• [Work instruction] Go through the listing and pick out each line with the word "Шеркала" in it.

Segment Start: Data supplied

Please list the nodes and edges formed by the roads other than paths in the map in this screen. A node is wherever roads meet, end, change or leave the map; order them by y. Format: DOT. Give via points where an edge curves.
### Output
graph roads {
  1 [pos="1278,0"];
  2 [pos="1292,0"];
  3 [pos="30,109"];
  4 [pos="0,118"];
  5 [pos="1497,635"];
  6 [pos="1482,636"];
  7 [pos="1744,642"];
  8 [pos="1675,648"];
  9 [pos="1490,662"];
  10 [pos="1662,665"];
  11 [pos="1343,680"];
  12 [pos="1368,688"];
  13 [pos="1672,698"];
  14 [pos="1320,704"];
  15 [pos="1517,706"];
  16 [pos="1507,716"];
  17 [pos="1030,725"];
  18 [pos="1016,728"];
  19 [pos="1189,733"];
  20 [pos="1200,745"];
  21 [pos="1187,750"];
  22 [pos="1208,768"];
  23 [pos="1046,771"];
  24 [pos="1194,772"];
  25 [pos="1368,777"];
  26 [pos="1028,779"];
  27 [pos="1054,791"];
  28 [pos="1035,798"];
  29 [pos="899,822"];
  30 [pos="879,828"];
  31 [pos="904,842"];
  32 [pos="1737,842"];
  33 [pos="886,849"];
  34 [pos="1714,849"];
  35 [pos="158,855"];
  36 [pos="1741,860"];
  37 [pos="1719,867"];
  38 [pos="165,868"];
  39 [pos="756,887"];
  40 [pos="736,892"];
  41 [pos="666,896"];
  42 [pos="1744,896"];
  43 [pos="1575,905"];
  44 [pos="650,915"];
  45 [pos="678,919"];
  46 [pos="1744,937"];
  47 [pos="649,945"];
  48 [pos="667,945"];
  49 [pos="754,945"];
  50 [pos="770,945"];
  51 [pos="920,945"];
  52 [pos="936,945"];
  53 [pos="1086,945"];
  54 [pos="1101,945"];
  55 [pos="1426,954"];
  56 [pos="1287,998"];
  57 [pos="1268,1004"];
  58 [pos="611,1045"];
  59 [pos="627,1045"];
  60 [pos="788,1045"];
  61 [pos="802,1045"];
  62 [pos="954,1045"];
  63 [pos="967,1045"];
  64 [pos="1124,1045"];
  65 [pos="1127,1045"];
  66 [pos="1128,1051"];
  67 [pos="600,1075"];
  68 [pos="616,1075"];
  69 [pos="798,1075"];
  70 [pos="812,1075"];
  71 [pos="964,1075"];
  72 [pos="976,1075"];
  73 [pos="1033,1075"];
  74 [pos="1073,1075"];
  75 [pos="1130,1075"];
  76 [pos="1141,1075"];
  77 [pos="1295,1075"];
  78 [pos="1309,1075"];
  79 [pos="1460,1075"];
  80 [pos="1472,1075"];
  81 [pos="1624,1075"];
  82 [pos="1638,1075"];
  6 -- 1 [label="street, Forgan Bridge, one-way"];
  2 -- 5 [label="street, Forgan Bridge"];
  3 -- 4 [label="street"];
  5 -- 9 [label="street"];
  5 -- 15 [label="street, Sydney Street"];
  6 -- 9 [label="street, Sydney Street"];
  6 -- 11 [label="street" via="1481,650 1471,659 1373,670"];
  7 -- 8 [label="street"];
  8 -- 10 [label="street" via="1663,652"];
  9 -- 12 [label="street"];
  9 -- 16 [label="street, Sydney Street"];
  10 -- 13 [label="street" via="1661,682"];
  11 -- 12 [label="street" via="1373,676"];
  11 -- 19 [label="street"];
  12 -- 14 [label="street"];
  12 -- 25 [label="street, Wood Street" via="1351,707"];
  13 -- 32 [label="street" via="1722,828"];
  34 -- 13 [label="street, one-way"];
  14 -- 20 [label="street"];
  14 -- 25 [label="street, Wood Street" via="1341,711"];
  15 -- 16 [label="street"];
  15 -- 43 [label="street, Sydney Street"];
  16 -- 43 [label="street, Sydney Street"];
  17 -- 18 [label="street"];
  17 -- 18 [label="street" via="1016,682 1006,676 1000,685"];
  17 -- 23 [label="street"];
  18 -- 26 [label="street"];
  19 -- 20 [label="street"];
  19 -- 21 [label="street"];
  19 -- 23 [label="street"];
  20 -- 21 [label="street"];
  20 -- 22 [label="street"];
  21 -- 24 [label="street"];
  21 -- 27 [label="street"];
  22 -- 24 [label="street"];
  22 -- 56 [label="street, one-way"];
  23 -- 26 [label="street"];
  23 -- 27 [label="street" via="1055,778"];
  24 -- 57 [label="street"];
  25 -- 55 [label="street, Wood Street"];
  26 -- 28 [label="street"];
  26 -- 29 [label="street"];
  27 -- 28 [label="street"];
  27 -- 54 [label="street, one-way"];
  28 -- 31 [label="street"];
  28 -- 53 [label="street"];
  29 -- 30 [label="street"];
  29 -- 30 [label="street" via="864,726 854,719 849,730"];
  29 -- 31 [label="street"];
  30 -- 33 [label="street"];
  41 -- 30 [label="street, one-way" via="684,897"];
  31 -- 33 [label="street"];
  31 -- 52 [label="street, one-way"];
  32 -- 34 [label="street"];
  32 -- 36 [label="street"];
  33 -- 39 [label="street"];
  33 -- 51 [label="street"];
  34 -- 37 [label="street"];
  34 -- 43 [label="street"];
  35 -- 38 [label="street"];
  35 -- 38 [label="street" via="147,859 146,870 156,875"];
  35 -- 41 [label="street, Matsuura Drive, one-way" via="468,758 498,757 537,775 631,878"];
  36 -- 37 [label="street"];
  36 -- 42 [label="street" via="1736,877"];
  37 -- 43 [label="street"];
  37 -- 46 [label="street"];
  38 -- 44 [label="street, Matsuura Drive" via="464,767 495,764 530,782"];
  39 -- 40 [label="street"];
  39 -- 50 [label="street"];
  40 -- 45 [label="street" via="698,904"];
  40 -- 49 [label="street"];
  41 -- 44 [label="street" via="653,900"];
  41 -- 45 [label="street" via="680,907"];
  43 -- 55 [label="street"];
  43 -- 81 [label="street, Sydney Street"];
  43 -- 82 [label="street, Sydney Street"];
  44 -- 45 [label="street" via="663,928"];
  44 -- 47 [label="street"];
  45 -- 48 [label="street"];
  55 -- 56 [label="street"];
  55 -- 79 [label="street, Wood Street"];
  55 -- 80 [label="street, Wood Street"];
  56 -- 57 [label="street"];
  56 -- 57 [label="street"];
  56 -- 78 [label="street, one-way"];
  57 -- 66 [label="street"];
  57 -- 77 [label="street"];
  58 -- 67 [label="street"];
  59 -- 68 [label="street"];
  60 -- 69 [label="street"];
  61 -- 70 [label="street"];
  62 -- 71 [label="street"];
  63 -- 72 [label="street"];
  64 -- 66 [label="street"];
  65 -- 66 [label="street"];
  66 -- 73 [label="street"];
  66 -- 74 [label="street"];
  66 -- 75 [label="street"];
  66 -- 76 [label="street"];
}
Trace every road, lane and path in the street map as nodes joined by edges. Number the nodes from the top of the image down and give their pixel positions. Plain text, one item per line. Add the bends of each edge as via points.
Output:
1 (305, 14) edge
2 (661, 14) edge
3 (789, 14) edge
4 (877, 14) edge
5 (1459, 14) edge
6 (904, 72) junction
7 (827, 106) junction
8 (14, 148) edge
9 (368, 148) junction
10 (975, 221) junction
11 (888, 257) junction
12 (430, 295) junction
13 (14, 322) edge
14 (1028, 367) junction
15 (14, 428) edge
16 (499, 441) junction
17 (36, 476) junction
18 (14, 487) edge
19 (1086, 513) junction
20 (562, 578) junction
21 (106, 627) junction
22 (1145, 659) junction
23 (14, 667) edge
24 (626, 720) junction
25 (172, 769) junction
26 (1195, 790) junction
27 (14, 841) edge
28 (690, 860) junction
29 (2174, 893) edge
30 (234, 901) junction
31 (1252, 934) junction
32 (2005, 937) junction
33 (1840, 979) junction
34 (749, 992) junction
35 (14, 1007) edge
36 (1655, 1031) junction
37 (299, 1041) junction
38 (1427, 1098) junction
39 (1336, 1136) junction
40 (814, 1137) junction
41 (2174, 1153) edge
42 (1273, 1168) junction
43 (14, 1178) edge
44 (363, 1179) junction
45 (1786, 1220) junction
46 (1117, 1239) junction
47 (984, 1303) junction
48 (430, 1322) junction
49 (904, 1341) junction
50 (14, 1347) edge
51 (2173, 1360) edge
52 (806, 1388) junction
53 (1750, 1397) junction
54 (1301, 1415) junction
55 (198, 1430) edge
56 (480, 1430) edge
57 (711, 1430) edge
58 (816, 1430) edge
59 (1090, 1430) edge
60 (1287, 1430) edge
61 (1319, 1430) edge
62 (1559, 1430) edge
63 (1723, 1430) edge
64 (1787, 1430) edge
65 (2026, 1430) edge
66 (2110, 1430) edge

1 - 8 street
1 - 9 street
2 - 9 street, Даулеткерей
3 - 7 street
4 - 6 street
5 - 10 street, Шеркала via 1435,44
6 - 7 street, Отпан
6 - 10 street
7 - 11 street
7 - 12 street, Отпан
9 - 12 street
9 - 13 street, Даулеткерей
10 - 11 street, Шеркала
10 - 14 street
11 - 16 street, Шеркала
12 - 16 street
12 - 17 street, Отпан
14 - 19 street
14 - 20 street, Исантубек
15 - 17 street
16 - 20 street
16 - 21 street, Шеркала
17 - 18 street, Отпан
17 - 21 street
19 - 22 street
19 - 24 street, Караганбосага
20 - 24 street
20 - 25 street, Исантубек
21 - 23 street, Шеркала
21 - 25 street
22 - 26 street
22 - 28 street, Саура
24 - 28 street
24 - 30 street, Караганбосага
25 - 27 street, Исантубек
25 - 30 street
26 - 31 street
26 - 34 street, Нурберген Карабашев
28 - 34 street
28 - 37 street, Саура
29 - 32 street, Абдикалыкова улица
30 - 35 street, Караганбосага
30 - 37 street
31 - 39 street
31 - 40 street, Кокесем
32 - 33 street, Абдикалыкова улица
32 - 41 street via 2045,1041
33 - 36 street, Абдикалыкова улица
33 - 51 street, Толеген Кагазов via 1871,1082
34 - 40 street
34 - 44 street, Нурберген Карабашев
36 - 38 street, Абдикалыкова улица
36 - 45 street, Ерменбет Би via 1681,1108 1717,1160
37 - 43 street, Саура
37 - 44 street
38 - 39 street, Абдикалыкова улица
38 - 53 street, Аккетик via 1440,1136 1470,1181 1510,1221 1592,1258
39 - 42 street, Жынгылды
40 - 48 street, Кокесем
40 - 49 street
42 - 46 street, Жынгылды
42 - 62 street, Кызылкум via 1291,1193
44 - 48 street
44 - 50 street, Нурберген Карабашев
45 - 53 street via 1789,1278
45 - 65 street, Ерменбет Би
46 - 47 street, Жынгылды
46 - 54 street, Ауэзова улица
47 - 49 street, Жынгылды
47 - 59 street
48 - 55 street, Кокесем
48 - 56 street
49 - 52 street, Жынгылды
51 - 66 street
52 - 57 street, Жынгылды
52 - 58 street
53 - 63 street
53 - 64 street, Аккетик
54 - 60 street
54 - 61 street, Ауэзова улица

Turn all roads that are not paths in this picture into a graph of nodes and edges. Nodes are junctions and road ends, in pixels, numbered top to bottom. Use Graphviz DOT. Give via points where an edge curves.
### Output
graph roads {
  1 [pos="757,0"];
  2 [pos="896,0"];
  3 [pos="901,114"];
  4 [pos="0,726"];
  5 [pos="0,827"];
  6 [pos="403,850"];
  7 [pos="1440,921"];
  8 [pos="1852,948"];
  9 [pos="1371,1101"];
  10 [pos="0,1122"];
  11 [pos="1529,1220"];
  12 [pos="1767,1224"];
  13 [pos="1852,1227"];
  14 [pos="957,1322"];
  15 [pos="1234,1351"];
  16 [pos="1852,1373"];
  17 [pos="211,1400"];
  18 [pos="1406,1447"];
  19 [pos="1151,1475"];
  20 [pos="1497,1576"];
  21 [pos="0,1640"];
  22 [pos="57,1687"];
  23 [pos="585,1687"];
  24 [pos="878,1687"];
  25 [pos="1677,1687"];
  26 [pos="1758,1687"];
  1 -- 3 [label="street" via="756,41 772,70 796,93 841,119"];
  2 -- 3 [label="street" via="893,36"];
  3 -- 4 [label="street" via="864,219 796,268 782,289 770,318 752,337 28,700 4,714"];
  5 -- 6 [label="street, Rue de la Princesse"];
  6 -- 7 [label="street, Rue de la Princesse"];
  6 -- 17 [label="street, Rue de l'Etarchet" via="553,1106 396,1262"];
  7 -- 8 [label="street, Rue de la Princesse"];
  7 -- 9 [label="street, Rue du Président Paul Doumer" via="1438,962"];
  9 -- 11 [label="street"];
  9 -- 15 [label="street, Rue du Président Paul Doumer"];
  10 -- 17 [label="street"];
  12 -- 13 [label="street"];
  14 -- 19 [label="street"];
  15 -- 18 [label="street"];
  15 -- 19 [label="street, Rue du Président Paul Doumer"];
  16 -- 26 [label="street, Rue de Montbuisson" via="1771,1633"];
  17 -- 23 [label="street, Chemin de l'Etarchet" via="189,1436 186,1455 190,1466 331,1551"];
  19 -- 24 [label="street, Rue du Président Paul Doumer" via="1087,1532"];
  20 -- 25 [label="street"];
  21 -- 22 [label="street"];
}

Segment End: Data supplied

• [Answer to the problem]
5 - 10 street, Шеркала via 1435,44
10 - 11 street, Шеркала
11 - 16 street, Шеркала
16 - 21 street, Шеркала
21 - 23 street, Шеркала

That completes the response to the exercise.